At first I thought you were going a different way with this, but OK, I'll play.
I agree that it's a good thing to have an overtly politically engaged conversation around art (and in the art itself).
But I don't see the New Thing thing (whatever that is) as somehow like the Tea Party. I know it depends on who one means when they say New Thing, but poets such as Rae Armantrout (one of the ones mentioned as New Thing even though she's been publishing for 30 years) are quite overtly politically engaged. Do you have names to go with your list of styles?
I've yet to respond due to the inability to formulate my thoughts into something that hasn't already been said here. However, Bill's comments raise an issue which is the most interesting part of the conversation to me. The distance between author and work.
The Hoagland poem is interesting because it's particular voice speaking that does not seem to be Tony Hoagland. Regardless of whether you think the poem is racist or not, I think you can separate the two. Or you would be able to if Tony hadn't made the comment about it being a "white person's poem." That comment definitely weakens his argument that the speaker of a poem is not always the author, which is a position I agree with. The obvious question to ask is this: if you're not the speaker of this poem, then how do you know what audience that voice is trying to reach? I'm unable to answer this question.
However, the notion that poems should be policed based on the presence/absence of socio-political content is absurd. It's absurd because it encourages writing only one type of poetry.
Poetry, the art of language, should be judged on the attention it brings the materiality of words, there use/misuse, and their limits. Sometimes, it is political. Sometimes it's funny. Other times it's emotional, or purely cerebral. The point is, it's an elastic art form that has no use for anything that might reduce the scope of its ability to include.
I'd like to think that a good poem is good no matter who wrote or what it's about.
Fuzz,
I wish so much sometimes that we all lived on the same street so that we could go sit somewhere and talk about this.
These are the fundamental questions that are the base of art and living. One's attitudes, beliefs, desires, etc., and how they create how you see the world. The one question is does one render that vision well and the next question is if that's a decent (in social terms) vision.
I want people to be good people and I want art to participate in people being good people. I doubt Hoagland, the real Hoagland, is even remotely racist. But what types of behavior does the poem allow for? Can the poem be read as condoning racism? Yes. Can this poem be read as anti-racist? Yes. That is part of what Hoagland likes to do, he likes to stir things up. In general I think this tendency hurts his poetry, as To Stir Things Up becomes an end in itself.

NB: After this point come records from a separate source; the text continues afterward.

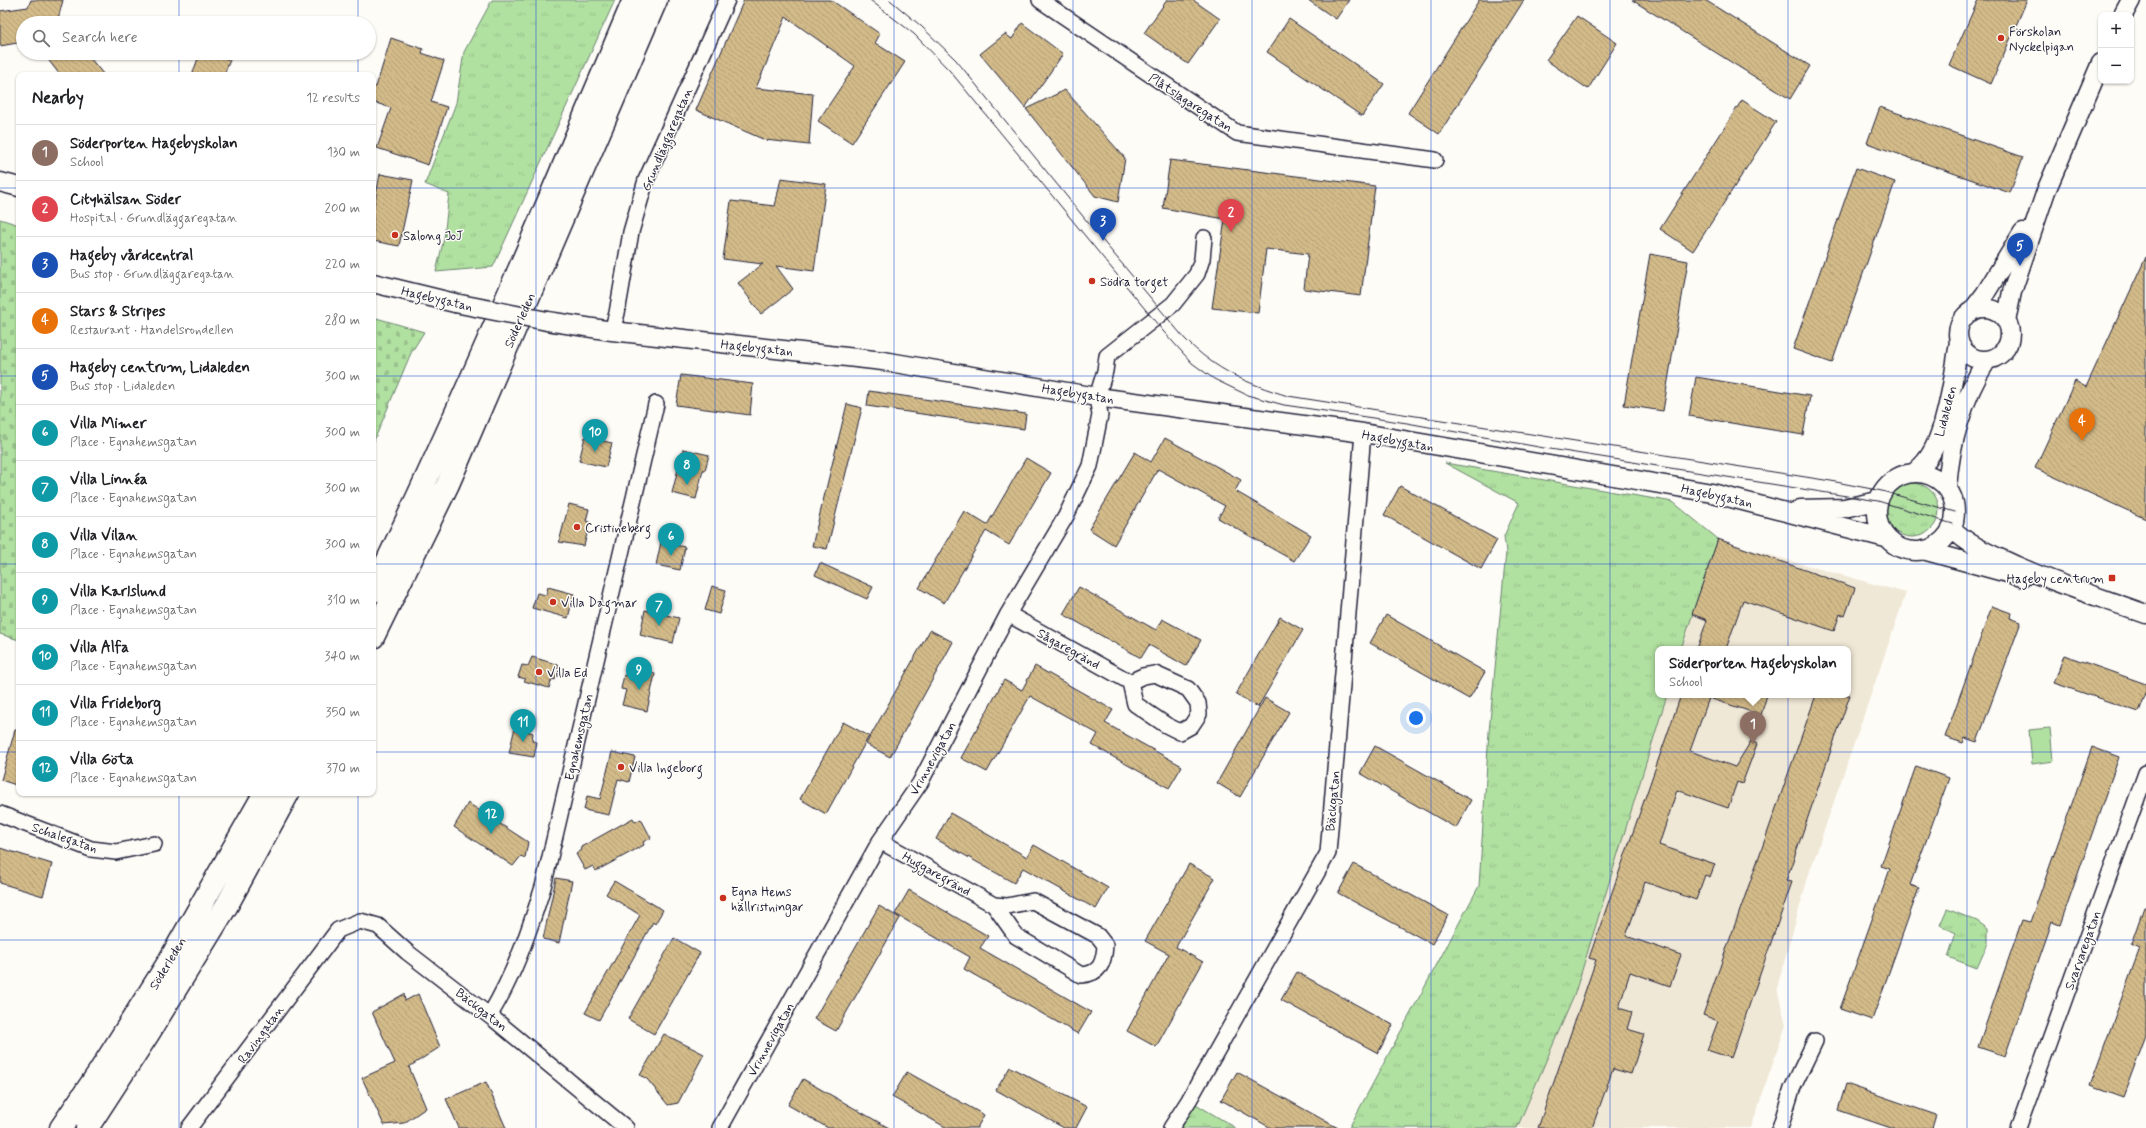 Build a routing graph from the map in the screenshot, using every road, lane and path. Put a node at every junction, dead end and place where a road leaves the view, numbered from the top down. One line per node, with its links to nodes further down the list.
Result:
1 (634, 0): 30 (highway, Söderleden)
2 (656, 0): 33 (highway, Söderleden)
3 (727, 0): 16 (street, Grundläggaregatan)
4 (1040, 0): 8 (street, Plåtslagaregatan)
5 (2131, 0): 6 (street)
6 (2125, 12)
7 (2098, 70): 11 (street)
8 (1435, 160)
9 (0, 182): 10 (street)
10 (16, 187)
11 (2046, 191): 14 (street); 15 (street)
12 (1204, 238): 19 (street)
13 (376, 284): 16 (street, Hagebygatan, bridge)
14 (1971, 312): 15 (street); 17 (street)
15 (2006, 321): 18 (street)
16 (612, 330): 19 (street, Hagebygatan)
17 (1959, 341): 18 (street); 22 (street, Lidaleden)
18 (1987, 360): 23 (street, Lidaleden)
19 (1097, 397): 21 (street, Hagebygatan); 31 (street, Vrinnevigatan)
20 (656, 404): 43 (street, Egnahemsgatan)
21 (1363, 433): 25 (street, Hagebygatan); 50 (street, Bäckgatan)
22 (1914, 473): 23 (street); 24 (street)
23 (1947, 488): 26 (street)
24 (1878, 501): 25 (street, Hagebygatan); 27 (street)
25 (1781, 510): 27 (street, Hagebygatan)
26 (1951, 528): 28 (street); 29 (street)
27 (1886, 538): 28 (street)
28 (1923, 550): 29 (street)
29 (2054, 583): 32 (street)
30 (376, 585)
31 (1008, 614): 34 (street, Sågaregränd); 39 (street, Vrinnevigatan)
32 (2146, 614)
33 (376, 631)
34 (1130, 682): 34 (street)
35 (2146, 773): 52 (street, Svarvaregatan)
36 (263, 796): 45 (highway, Söderleden)
37 (286, 796): 46 (highway, Söderleden)
38 (0, 814): 40 (street, Schalegatan)
39 (880, 841): 41 (street, Huggaregränd); 49 (street, Vrinnevigatan)
40 (154, 844)
41 (994, 905): 41 (street, Huggaregränd)
42 (332, 940): 43 (street, Bäckgatan); 47 (street, Ravingatan)
43 (490, 1015): 48 (street, Bäckgatan)
44 (1815, 1041): 51 (street)
45 (61, 1128)
46 (87, 1128)
47 (189, 1128)
48 (626, 1128)
49 (720, 1128)
50 (1171, 1128)
51 (1780, 1128)
52 (2018, 1128) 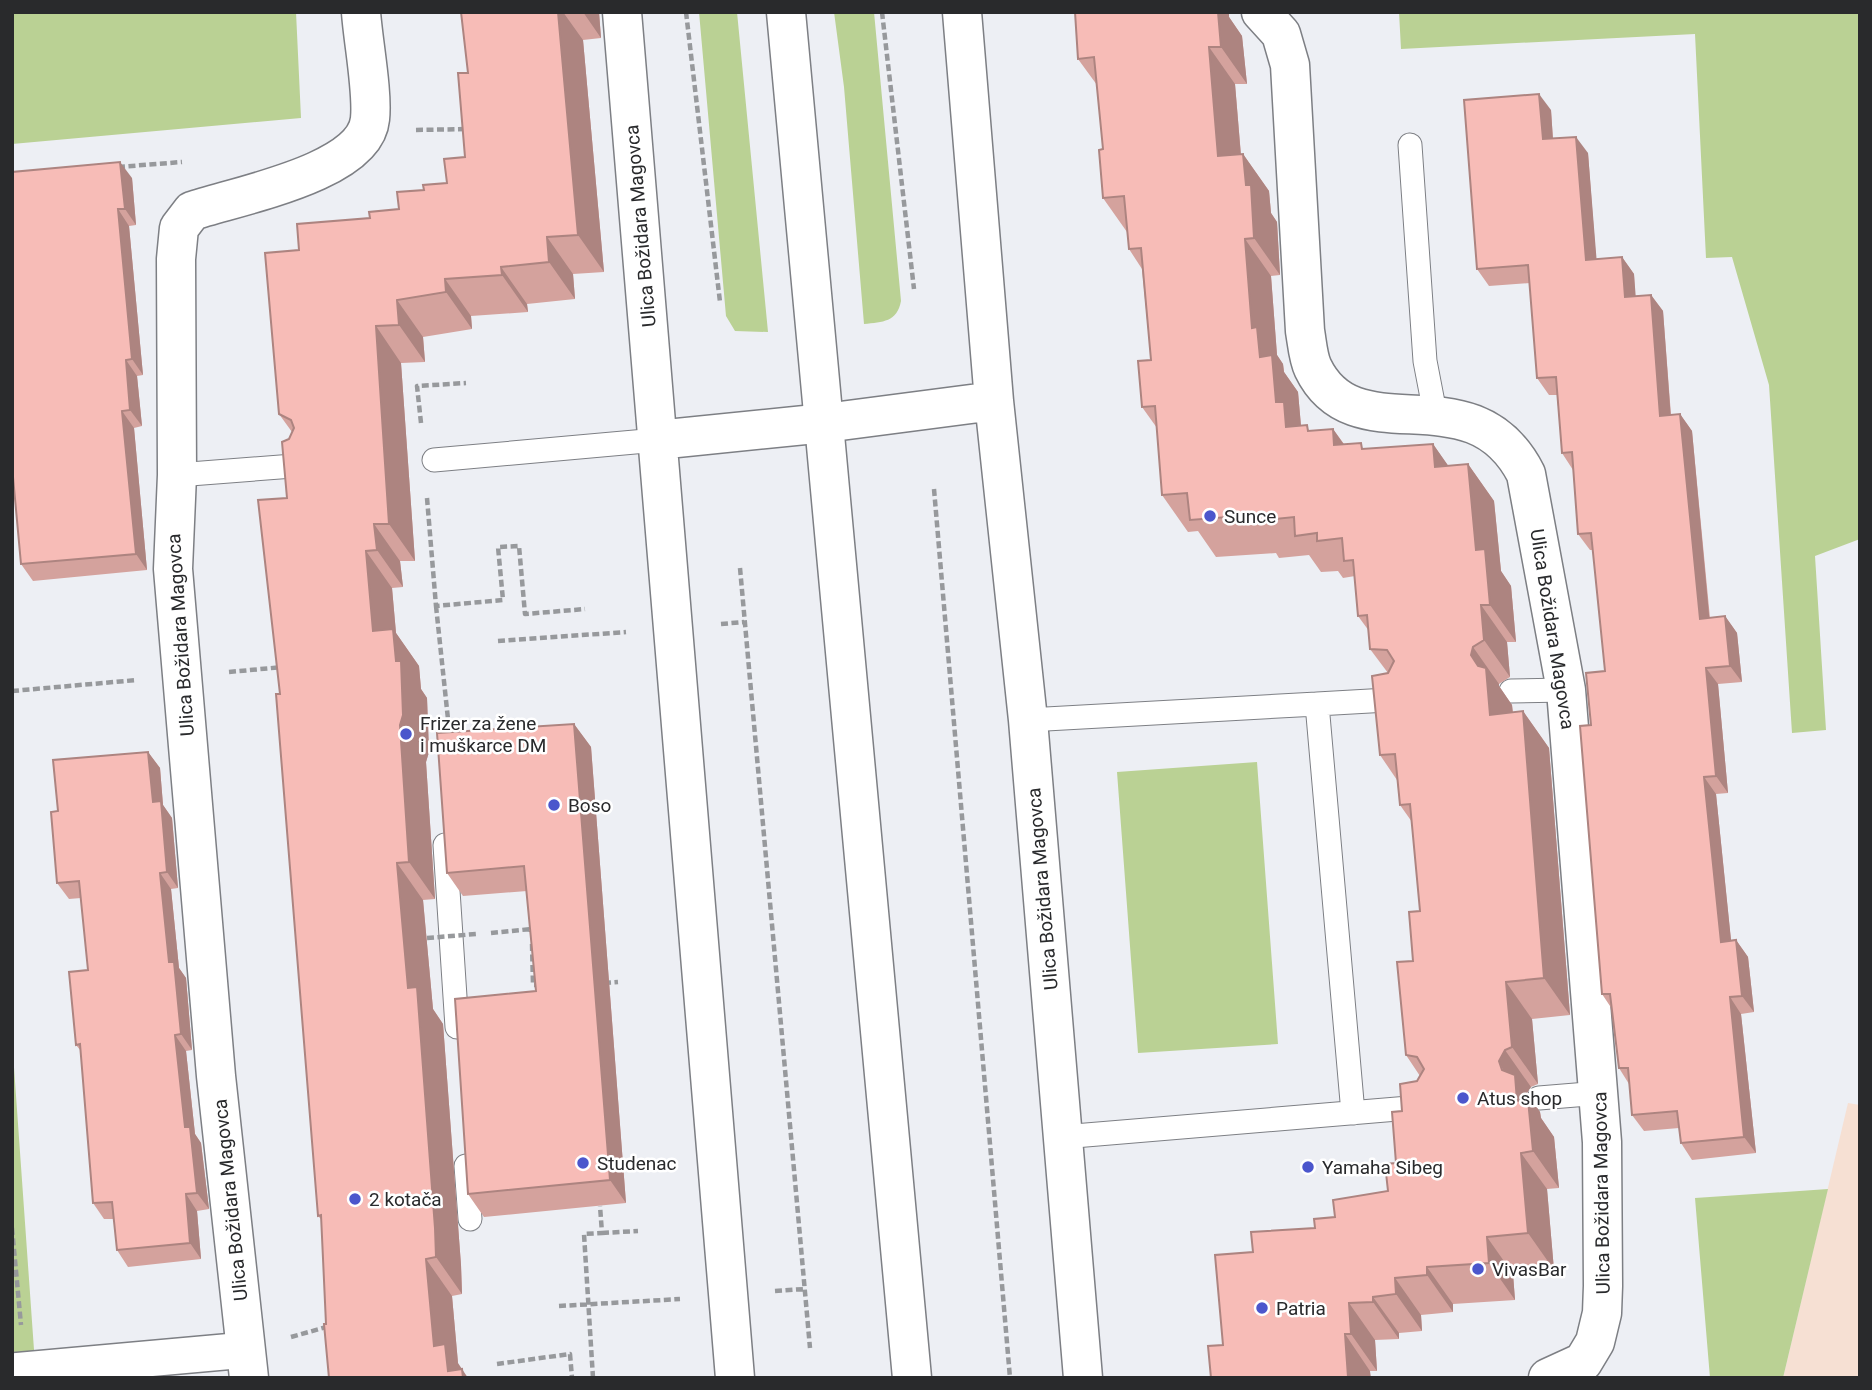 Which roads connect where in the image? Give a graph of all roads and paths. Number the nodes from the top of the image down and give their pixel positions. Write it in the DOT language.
graph roads {
  1 [pos="360,12"];
  2 [pos="622,12"];
  3 [pos="686,12"];
  4 [pos="786,12"];
  5 [pos="882,12"];
  6 [pos="962,12"];
  7 [pos="1261,12"];
  8 [pos="472,129"];
  9 [pos="404,130"];
  10 [pos="1409,145"];
  11 [pos="193,161"];
  12 [pos="110,168"];
  13 [pos="914,289"];
  14 [pos="720,302"];
  15 [pos="466,383"];
  16 [pos="994,401"];
  17 [pos="1435,414"];
  18 [pos="825,423"];
  19 [pos="422,436"];
  20 [pos="657,440"];
  21 [pos="434,460"];
  22 [pos="306,465"];
  23 [pos="177,475"];
  24 [pos="427,488"];
  25 [pos="934,489"];
  26 [pos="740,568"];
  27 [pos="436,607"];
  28 [pos="585,609"];
  29 [pos="627,632"];
  30 [pos="498,641"];
  31 [pos="286,667"];
  32 [pos="181,676"];
  33 [pos="1566,690"];
  34 [pos="12,691"];
  35 [pos="1511,691"];
  36 [pos="1406,699"];
  37 [pos="1317,705"];
  38 [pos="1028,720"];
  39 [pos="440,739"];
  40 [pos="443,817"];
  41 [pos="489,933"];
  42 [pos="476,934"];
  43 [pos="427,938"];
  44 [pos="618,982"];
  45 [pos="594,984"];
  46 [pos="552,985"];
  47 [pos="459,1052"];
  48 [pos="1600,1093"];
  49 [pos="1539,1098"];
  50 [pos="1436,1106"];
  51 [pos="1353,1113"];
  52 [pos="1062,1137"];
  53 [pos="465,1149"];
  54 [pos="600,1206"];
  55 [pos="470,1219"];
  56 [pos="12,1228"];
  57 [pos="638,1231"];
  58 [pos="602,1233"];
  59 [pos="686,1298"];
  60 [pos="588,1305"];
  61 [pos="559,1306"];
  62 [pos="337,1324"];
  63 [pos="810,1348"];
  64 [pos="247,1364"];
  65 [pos="497,1364"];
  66 [pos="18,1371"];
  67 [pos="572,1378"];
  68 [pos="593,1378"];
  69 [pos="736,1378"];
  70 [pos="912,1378"];
  71 [pos="1010,1378"];
  72 [pos="1083,1378"];
  73 [pos="1548,1378"];
  1 -- 23 [label="street, Ulica Božidara Magovca"];
  2 -- 20 [label="street, Ulica Božidara Magovca"];
  3 -- 14 [label="path"];
  4 -- 18 [label="street"];
  5 -- 13 [label="path"];
  6 -- 16 [label="street, Ulica Božidara Magovca"];
  7 -- 17 [label="street, Ulica Božidara Magovca"];
  8 -- 9 [label="path"];
  10 -- 17 [label="lane"];
  11 -- 12 [label="path"];
  15 -- 19 [label="path"];
  16 -- 18 [label="street"];
  16 -- 38 [label="street, Ulica Božidara Magovca"];
  17 -- 33 [label="street, Ulica Božidara Magovca"];
  18 -- 20 [label="street"];
  18 -- 70 [label="street"];
  20 -- 21 [label="lane"];
  20 -- 69 [label="street, Ulica Božidara Magovca"];
  22 -- 23 [label="lane"];
  23 -- 32 [label="street, Ulica Božidara Magovca"];
  24 -- 27 [label="path"];
  25 -- 71 [label="path"];
  26 -- 63 [label="path"];
  27 -- 28 [label="path"];
  27 -- 39 [label="path"];
  29 -- 30 [label="path"];
  31 -- 32 [label="path"];
  32 -- 34 [label="path"];
  32 -- 64 [label="street, Ulica Božidara Magovca"];
  33 -- 35 [label="lane"];
  33 -- 48 [label="street, Ulica Božidara Magovca"];
  36 -- 37 [label="lane"];
  37 -- 38 [label="lane"];
  37 -- 51 [label="lane"];
  38 -- 52 [label="street, Ulica Božidara Magovca"];
  40 -- 47 [label="lane"];
  41 -- 46 [label="path"];
  42 -- 43 [label="path, bridge"];
  44 -- 45 [label="path"];
  48 -- 49 [label="lane"];
  48 -- 73 [label="street, Ulica Božidara Magovca"];
  50 -- 51 [label="lane"];
  51 -- 52 [label="lane"];
  52 -- 72 [label="street, Ulica Božidara Magovca"];
  53 -- 55 [label="lane"];
  54 -- 58 [label="path"];
  56 -- 66 [label="path"];
  57 -- 58 [label="path"];
  58 -- 60 [label="path"];
  59 -- 60 [label="path"];
  60 -- 61 [label="path"];
  60 -- 68 [label="path"];
  62 -- 64 [label="path"];
  64 -- 66 [label="street"];
  65 -- 67 [label="path"];
}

sorry i haven't read Armantrout, of whom you say:
poets such as Rae Armantrout (one of the ones mentioned as New Thing even though she's been publishing for 30 years) are quite overtly politically engaged.
...
I know that many of Brecht's poems are "quite overtly politically engaged", and Neruda's, Parra's (the Penguin Book of Socialist Verse has many others)
but I haven't seen any Armantrout poems that could be described as that—
maybe you could please reprint some of her "overtly politically engaged" poems for those of us who don't know her work? (or direct me to online examples)—
(I don't have access to a large public library and can't afford to buy all the books I'd like since i retired and am living on an SS budget, soon to be shrunk by my pals in the Repubfascist Party)
I was lumping them together flarfellipticalnewthingy, not picking on the poor thingypoos—
here are a couple of my posts re the newthingy, which go into further detail than i can muster here:
http://knottprosepo.blogspot.com/2010/07/you-call-it-new-precisionist-i-call-it.html
http://knottprosepo.blogspot.com/2010/11/more-on-new-thingism_25.html
. . .
you'll recall that it was my doubts about the reactionaryness of this Neo-Objectivism that caused Silliman to shut his comments down—
...
I have a few questions for you Bill, but let me begin with a story:
I grew up in rural New Hampshire in walking distance of five or six farms (and in driving distance of dozens more). These are some of the hardest working people I've ever met. So, when I read "The Red Wheelbarrow", I don't hear WCW talking, I hear these farmers talking, or rather, I see what they're seeing. Farm Implements, chicken coops, stormy New England weather. They acknowledge they need help to get this work done and fear they won't be able to if for some reason these tools give out.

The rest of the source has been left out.